- **YOUR OBJECTIVE**: Search each line below for "ТУЛЬСКАЯ", then return the lines where it appears.

- **RECORDS SUPPLIED**:
┌────────
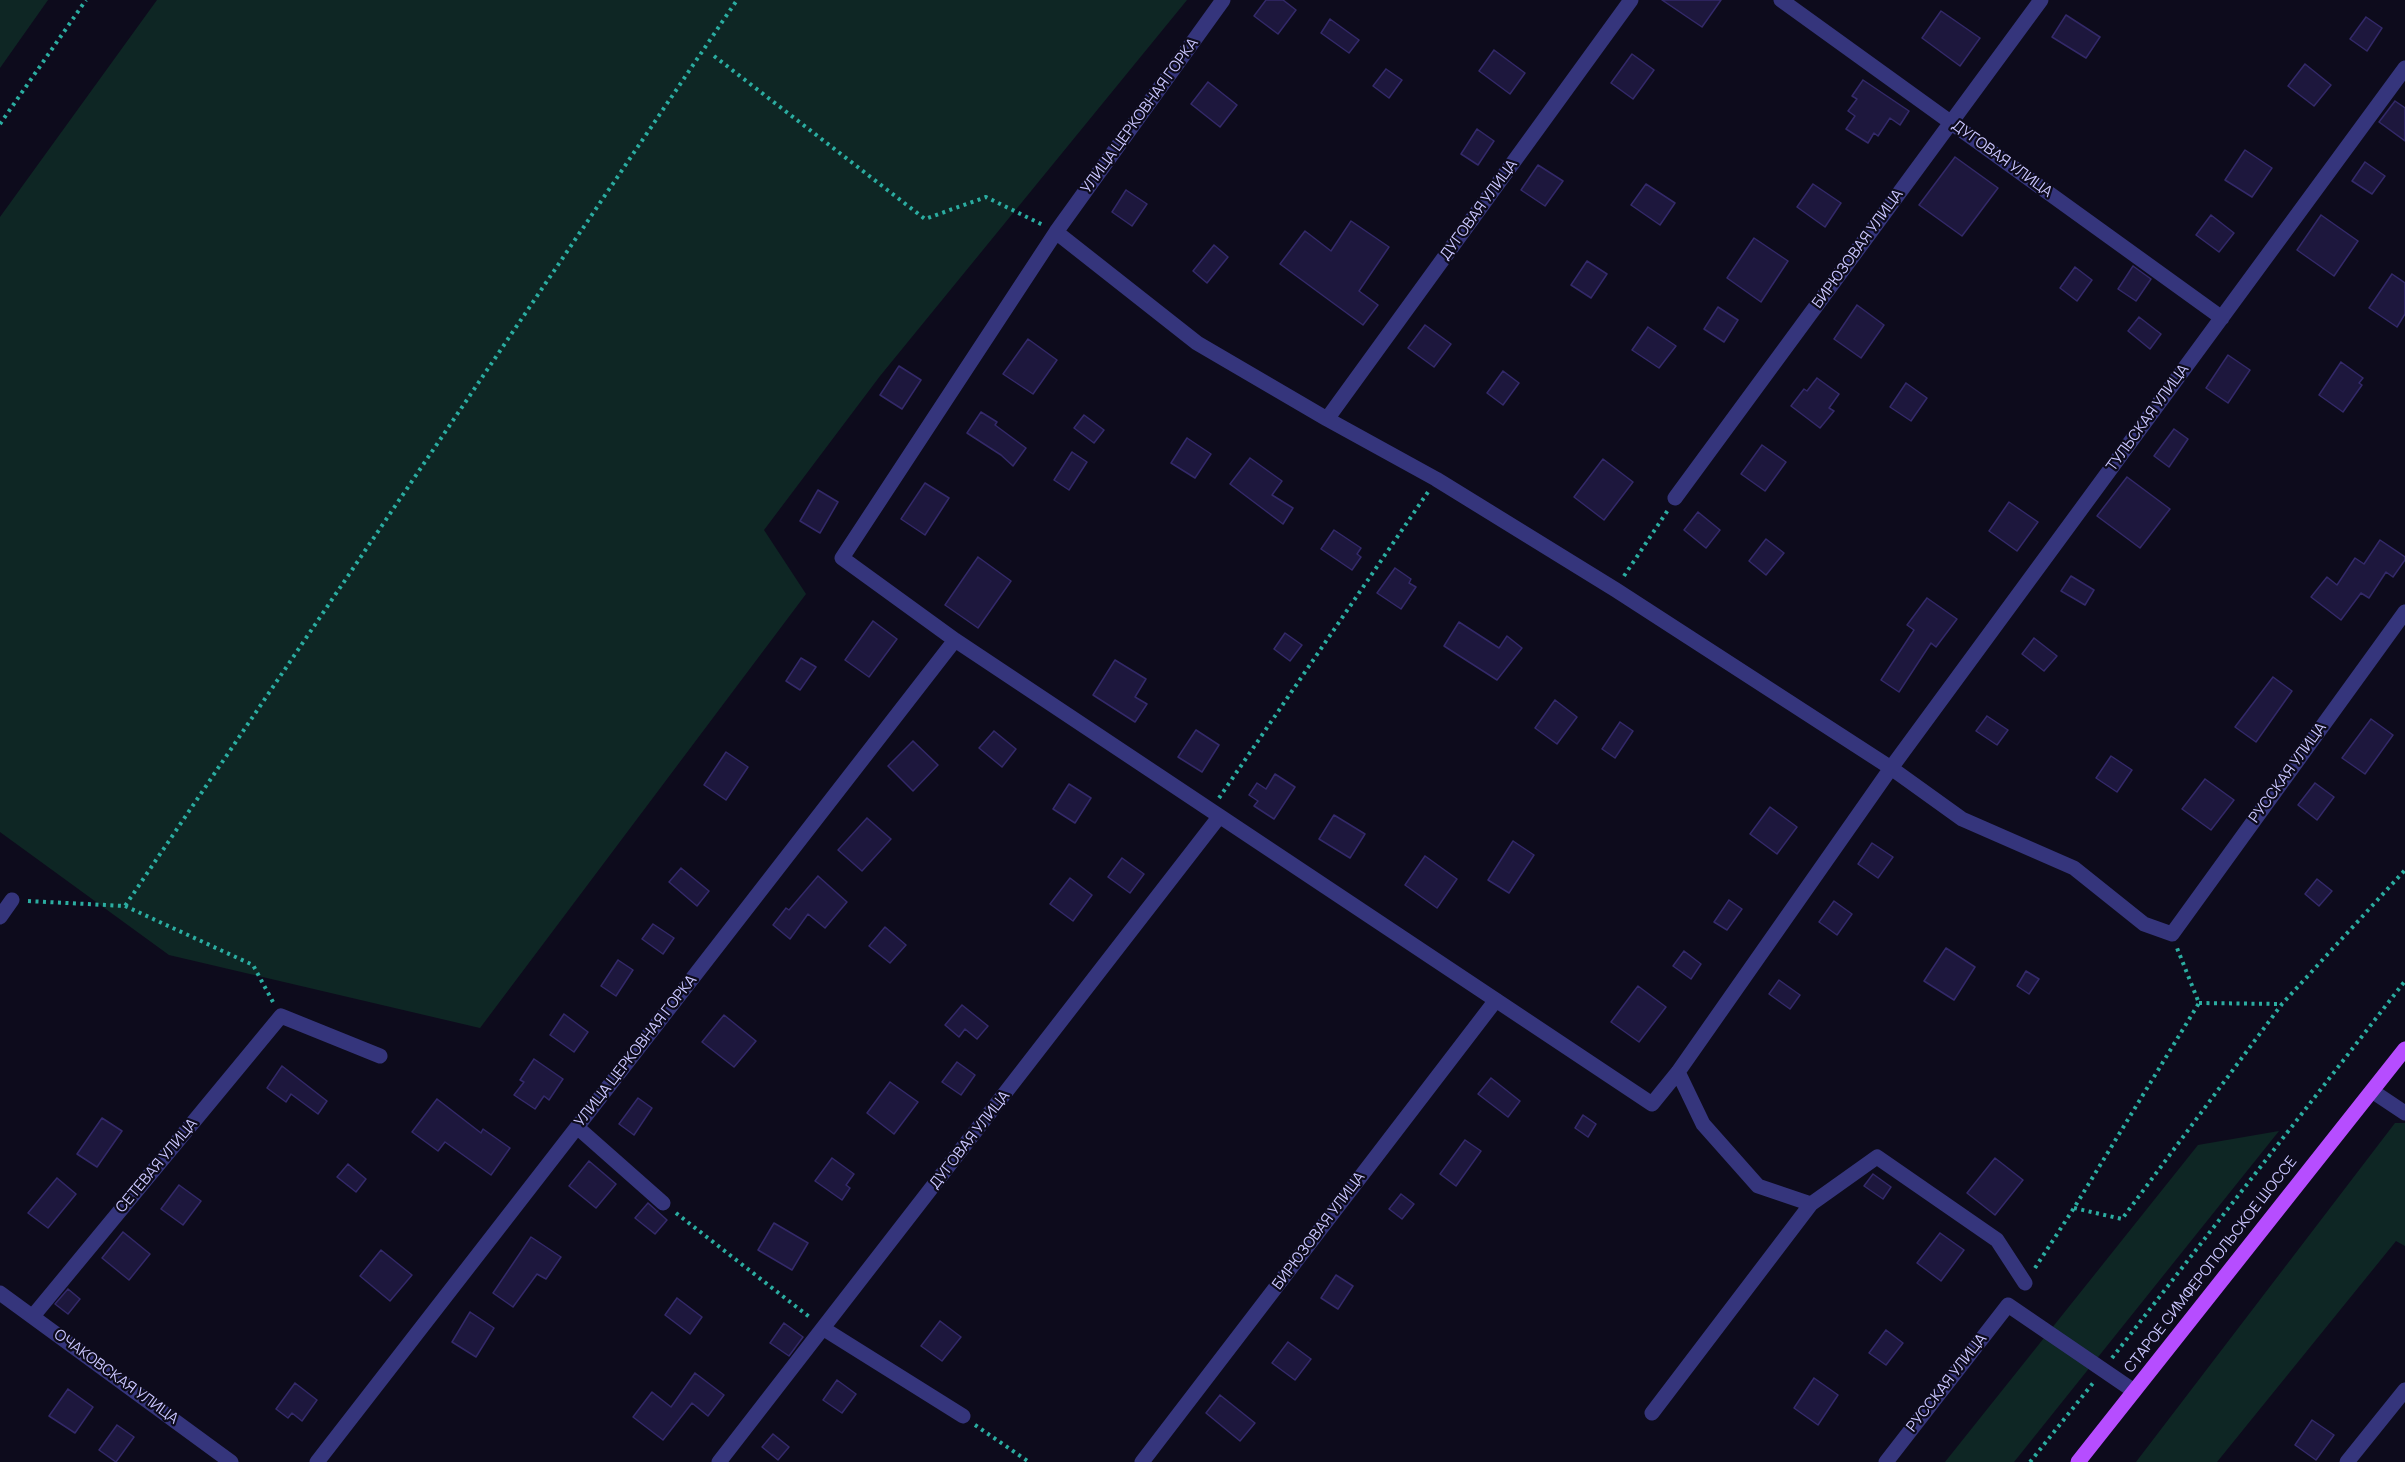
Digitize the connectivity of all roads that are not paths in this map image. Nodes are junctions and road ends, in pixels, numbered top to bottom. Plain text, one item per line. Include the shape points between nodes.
1 (1224, 0) edge
2 (1631, 0) edge
3 (1781, 0) edge
4 (2041, 0) edge
5 (2405, 68) edge
6 (1952, 122) junction
7 (1056, 232) junction
8 (2222, 318) junction
9 (1327, 419) junction
10 (1675, 498) road end
11 (2405, 612) edge
12 (955, 640) junction
13 (1891, 768) junction
14 (1215, 814) junction
15 (12, 900) road end
16 (0, 917) edge
17 (1496, 1000) junction
18 (2405, 1049) edge
19 (380, 1056) dead end
20 (1678, 1072) junction
21 (2372, 1090) junction
22 (2405, 1113) edge
23 (577, 1127) junction
24 (663, 1203) road end
25 (1811, 1204) junction
26 (2025, 1283) road end
27 (0, 1293) edge
28 (33, 1316) junction
29 (824, 1329) junction
30 (2405, 1390) edge
31 (2134, 1391) junction
32 (1652, 1413) dead end
33 (963, 1416) road end
34 (231, 1462) edge
35 (317, 1462) edge
36 (719, 1462) edge
37 (1142, 1462) edge
38 (1886, 1462) edge
39 (2078, 1462) edge
40 (2347, 1462) edge

1 - 7 street, УЛИЦА ЦЕРКОВНАЯ ГОРКА
2 - 9 street, ДУГОВАЯ УЛИЦА
3 - 6 street, ДУГОВАЯ УЛИЦА
4 - 6 street, БИРЮЗОВАЯ УЛИЦА
5 - 8 street, ТУЛЬСКАЯ УЛИЦА
6 - 8 street, ДУГОВАЯ УЛИЦА
6 - 10 street, БИРЮЗОВАЯ УЛИЦА
7 - 9 street via 1197,343
7 - 12 street, УЛИЦА ЦЕРКОВНАЯ ГОРКА via 842,558
8 - 13 street, ТУЛЬСКАЯ УЛИЦА
9 - 13 street via 1436,479 1616,590
11 - 13 street, РУССКАЯ УЛИЦА via 2172,934 2144,924 2074,868 1962,819
12 - 14 street
12 - 23 street, УЛИЦА ЦЕРКОВНАЯ ГОРКА
13 - 20 street, ТУЛЬСКАЯ УЛИЦА
14 - 17 street
14 - 29 street, ДУГОВАЯ УЛИЦА
15 - 16 street
17 - 20 street, ТУЛЬСКАЯ УЛИЦА via 1652,1104
17 - 37 street, БИРЮЗОВАЯ УЛИЦА
18 - 21 main road, СТАРОЕ СИМФЕРОПОЛЬСКОЕ ШОССЕ
19 - 28 street, СЕТЕВАЯ УЛИЦА via 281,1016
20 - 25 street via 1703,1124 1758,1186
21 - 22 street
21 - 31 main road, СТАРОЕ СИМФЕРОПОЛЬСКОЕ ШОССЕ
23 - 24 street
23 - 35 street, УЛИЦА ЦЕРКОВНАЯ ГОРКА
25 - 26 street via 1877,1157 1997,1240
25 - 32 street
27 - 28 street, ОЧАКОВСКАЯ УЛИЦА
28 - 34 street, ОЧАКОВСКАЯ УЛИЦА
29 - 33 street
29 - 36 street, ДУГОВАЯ УЛИЦА
30 - 40 street
31 - 38 street, РУССКАЯ УЛИЦА via 2008,1305
31 - 39 main road, СТАРОЕ СИМФЕРОПОЛЬСКОЕ ШОССЕ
└────────
- **OUTPUT FOR THIS TASK**:
5 - 8 street, ТУЛЬСКАЯ УЛИЦА
8 - 13 street, ТУЛЬСКАЯ УЛИЦА
13 - 20 street, ТУЛЬСКАЯ УЛИЦА
17 - 20 street, ТУЛЬСКАЯ УЛИЦА via 1652,1104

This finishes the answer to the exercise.